Materials provided ->
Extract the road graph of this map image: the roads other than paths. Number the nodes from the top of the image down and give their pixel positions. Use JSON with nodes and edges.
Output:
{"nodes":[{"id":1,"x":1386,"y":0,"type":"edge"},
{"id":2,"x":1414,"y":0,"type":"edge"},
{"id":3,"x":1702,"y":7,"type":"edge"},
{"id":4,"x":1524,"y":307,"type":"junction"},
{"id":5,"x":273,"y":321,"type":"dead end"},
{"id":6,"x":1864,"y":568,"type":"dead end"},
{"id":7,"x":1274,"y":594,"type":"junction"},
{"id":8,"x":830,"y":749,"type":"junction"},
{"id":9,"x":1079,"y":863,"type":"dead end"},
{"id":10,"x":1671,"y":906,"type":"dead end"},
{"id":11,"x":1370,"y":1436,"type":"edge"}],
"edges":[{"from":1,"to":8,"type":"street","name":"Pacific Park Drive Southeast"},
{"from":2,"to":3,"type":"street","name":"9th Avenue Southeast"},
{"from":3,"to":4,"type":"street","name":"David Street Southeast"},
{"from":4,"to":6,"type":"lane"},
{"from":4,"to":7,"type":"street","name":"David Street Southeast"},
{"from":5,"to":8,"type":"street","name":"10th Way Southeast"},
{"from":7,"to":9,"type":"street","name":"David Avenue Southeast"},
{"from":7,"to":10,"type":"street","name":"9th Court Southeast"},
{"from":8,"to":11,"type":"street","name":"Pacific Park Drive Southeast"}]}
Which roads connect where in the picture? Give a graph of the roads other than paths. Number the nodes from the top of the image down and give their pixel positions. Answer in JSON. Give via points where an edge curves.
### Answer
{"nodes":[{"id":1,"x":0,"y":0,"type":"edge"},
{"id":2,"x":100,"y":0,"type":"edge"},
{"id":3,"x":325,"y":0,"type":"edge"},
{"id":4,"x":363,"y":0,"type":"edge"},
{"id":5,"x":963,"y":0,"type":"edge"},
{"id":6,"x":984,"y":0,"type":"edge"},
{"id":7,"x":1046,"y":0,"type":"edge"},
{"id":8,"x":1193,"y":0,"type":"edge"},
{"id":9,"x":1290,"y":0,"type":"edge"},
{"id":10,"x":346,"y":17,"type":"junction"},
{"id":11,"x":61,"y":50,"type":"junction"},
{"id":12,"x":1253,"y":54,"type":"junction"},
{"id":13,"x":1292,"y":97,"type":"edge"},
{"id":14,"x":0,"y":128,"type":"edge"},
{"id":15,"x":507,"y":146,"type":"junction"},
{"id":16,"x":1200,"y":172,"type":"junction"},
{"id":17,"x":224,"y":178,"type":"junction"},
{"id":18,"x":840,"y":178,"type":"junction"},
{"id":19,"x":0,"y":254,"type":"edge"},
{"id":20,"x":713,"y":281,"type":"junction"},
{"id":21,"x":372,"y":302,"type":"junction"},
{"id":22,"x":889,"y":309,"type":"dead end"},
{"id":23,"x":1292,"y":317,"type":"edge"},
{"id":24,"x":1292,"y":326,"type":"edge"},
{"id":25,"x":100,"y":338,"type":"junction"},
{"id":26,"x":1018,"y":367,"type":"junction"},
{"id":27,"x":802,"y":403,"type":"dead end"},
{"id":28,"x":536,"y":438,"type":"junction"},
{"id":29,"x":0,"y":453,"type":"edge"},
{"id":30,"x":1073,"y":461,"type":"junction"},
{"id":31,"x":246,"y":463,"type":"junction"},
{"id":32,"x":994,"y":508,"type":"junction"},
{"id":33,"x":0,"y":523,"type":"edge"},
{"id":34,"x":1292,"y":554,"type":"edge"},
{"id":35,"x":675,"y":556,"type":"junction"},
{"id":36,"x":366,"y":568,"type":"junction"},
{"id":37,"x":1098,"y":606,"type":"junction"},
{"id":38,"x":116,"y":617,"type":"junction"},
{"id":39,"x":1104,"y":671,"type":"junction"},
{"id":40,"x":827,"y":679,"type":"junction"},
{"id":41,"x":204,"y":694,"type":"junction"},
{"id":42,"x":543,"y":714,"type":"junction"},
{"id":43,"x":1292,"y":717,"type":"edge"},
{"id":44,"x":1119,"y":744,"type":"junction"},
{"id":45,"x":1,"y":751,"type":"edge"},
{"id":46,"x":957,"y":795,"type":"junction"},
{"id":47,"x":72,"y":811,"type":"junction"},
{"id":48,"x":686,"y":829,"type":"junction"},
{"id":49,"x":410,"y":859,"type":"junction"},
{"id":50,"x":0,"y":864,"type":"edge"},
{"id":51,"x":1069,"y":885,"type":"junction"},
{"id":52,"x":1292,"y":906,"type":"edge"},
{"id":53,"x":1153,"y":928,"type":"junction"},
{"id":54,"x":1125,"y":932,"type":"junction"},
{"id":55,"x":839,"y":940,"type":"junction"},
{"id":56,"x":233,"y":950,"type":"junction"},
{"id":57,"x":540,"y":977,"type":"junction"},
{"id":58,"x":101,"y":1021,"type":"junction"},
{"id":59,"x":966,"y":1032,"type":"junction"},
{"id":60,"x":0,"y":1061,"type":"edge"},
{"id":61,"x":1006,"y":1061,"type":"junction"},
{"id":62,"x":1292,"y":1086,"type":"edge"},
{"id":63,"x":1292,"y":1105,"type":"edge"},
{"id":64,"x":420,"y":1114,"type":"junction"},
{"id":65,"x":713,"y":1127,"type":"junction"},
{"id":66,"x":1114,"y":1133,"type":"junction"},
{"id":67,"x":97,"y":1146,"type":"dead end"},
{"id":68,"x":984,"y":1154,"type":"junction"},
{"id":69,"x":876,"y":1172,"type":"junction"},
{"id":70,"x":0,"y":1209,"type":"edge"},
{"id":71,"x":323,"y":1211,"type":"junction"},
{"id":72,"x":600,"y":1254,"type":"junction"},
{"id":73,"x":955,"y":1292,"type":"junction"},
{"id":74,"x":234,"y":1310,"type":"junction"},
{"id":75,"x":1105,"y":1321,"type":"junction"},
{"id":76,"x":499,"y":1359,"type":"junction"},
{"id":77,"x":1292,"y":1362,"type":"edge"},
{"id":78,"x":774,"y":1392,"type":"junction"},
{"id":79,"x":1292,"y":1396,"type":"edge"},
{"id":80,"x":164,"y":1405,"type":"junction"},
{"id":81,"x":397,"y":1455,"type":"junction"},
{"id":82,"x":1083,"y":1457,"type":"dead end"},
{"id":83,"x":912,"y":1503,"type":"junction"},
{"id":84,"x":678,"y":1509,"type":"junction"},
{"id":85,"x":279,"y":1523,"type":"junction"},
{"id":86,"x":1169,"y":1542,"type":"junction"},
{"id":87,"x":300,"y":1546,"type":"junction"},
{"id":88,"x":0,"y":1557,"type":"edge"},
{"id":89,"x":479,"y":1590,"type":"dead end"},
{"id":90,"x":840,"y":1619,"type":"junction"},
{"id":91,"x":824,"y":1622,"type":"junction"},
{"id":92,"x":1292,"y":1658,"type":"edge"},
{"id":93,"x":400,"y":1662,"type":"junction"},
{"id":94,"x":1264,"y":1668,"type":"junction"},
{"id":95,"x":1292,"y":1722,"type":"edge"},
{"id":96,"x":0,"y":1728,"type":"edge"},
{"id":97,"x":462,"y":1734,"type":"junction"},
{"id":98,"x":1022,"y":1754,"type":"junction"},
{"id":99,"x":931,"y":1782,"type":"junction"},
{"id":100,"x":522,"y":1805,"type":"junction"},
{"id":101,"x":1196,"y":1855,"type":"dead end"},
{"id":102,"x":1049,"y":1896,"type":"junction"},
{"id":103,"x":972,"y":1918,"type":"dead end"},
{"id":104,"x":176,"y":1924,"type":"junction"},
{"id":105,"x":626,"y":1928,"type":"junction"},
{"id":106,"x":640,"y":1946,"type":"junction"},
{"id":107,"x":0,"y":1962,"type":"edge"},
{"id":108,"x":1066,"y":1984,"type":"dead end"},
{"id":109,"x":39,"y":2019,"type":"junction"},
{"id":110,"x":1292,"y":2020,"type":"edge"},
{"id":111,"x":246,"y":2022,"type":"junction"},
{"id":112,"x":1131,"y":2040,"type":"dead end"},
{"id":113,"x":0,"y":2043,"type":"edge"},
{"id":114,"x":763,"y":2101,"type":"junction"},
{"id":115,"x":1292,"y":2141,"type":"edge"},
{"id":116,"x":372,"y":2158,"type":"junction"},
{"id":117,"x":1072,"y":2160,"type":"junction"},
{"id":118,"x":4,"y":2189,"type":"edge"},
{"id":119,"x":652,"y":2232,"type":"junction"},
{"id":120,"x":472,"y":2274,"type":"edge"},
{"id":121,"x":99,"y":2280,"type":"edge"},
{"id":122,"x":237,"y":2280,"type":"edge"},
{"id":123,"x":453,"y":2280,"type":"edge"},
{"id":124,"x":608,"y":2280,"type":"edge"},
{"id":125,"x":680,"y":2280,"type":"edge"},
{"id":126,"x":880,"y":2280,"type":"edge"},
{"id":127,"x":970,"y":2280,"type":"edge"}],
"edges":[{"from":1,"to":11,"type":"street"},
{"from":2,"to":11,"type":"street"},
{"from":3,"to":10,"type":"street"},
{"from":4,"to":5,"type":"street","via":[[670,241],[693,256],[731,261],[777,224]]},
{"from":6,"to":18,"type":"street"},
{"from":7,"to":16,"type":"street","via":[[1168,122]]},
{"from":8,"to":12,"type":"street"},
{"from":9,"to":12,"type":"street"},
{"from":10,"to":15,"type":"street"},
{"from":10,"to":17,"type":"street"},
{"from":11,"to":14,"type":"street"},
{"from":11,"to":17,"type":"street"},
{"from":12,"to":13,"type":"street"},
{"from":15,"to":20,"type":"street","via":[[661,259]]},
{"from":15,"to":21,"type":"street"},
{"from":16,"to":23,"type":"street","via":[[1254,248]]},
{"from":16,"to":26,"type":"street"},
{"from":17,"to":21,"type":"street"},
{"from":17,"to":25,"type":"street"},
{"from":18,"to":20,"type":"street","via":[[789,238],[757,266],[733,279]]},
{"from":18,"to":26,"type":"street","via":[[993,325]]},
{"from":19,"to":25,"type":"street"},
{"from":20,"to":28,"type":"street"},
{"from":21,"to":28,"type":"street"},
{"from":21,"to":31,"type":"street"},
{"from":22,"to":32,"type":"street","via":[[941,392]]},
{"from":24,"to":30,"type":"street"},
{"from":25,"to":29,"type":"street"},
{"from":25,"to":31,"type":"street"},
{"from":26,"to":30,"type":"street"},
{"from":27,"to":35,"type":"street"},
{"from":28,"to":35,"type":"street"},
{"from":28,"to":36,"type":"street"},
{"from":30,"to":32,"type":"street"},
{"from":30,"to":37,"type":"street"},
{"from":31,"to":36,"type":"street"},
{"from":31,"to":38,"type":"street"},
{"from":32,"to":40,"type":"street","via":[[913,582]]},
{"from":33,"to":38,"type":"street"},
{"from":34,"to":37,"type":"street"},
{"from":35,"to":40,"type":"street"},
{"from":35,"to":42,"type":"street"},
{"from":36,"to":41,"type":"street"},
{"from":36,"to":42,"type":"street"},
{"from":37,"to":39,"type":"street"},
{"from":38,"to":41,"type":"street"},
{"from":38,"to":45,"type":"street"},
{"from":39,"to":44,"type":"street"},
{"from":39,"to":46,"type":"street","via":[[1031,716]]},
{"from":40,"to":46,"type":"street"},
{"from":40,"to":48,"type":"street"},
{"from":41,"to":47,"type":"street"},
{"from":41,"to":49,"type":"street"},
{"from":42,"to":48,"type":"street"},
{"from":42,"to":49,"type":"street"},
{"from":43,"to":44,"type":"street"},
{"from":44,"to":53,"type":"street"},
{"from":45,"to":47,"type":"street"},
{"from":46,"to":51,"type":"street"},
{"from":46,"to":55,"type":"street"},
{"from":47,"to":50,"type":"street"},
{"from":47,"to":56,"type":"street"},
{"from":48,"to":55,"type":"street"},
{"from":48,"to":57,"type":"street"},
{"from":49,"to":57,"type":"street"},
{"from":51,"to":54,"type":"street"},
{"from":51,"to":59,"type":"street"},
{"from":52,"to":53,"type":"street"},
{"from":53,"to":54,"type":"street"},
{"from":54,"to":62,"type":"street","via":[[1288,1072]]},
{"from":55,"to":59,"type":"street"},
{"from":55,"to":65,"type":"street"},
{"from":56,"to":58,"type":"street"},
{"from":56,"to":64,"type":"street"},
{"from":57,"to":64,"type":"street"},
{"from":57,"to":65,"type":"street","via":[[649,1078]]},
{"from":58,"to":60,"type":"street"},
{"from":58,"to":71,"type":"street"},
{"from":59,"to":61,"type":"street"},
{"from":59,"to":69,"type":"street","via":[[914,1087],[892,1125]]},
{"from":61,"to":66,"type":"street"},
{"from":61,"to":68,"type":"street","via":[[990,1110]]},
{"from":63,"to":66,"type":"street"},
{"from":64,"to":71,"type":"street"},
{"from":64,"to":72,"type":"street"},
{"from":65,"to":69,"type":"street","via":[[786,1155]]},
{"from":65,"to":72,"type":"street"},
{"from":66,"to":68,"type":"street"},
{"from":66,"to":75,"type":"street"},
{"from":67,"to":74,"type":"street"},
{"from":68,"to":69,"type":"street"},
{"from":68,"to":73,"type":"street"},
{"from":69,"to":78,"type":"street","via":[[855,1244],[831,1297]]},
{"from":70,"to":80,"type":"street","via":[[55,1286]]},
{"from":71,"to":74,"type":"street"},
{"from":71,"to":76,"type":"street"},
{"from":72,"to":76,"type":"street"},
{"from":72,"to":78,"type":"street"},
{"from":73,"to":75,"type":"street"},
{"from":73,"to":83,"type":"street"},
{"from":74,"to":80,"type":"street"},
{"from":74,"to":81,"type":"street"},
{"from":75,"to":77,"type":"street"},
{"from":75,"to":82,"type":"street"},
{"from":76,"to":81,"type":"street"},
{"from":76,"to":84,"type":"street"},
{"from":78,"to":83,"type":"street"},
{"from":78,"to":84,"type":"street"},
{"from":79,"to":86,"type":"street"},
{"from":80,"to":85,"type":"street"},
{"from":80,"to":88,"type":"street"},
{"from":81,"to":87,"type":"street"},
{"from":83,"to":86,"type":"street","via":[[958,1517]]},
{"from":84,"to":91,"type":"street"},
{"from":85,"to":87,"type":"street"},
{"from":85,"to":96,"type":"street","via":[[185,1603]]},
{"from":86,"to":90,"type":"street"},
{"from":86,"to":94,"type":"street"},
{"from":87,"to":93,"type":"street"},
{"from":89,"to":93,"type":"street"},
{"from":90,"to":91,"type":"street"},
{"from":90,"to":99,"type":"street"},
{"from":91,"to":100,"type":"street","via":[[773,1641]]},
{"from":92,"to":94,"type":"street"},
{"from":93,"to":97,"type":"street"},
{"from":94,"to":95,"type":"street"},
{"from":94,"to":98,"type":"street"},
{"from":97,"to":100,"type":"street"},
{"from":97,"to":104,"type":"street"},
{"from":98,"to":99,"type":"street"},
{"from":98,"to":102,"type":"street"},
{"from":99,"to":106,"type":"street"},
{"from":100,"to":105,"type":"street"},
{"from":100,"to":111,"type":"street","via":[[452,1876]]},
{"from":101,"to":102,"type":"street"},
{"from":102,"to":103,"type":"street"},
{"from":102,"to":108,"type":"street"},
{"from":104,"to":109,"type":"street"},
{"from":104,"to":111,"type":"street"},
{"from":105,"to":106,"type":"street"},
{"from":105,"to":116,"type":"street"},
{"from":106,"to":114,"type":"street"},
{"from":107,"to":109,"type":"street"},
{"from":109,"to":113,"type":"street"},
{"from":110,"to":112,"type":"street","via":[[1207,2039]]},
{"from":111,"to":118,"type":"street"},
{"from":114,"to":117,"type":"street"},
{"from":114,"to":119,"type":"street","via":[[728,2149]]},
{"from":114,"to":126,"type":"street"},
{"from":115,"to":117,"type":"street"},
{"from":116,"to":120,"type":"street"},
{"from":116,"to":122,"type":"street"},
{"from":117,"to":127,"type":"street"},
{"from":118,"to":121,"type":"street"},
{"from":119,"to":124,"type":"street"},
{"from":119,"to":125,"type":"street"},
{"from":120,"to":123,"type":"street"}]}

Assignment -> Reproduce each line above that contains "positions".

Your solution ->
Extract the road graph of this map image: the roads other than paths. Number the nodes from the top of the image down and give their pixel positions. Use JSON with nodes and edges.
Which roads connect where in the picture? Give a graph of the roads other than paths. Number the nodes from the top of the image down and give their pixel positions. Answer in JSON. Give via points where an edge curves.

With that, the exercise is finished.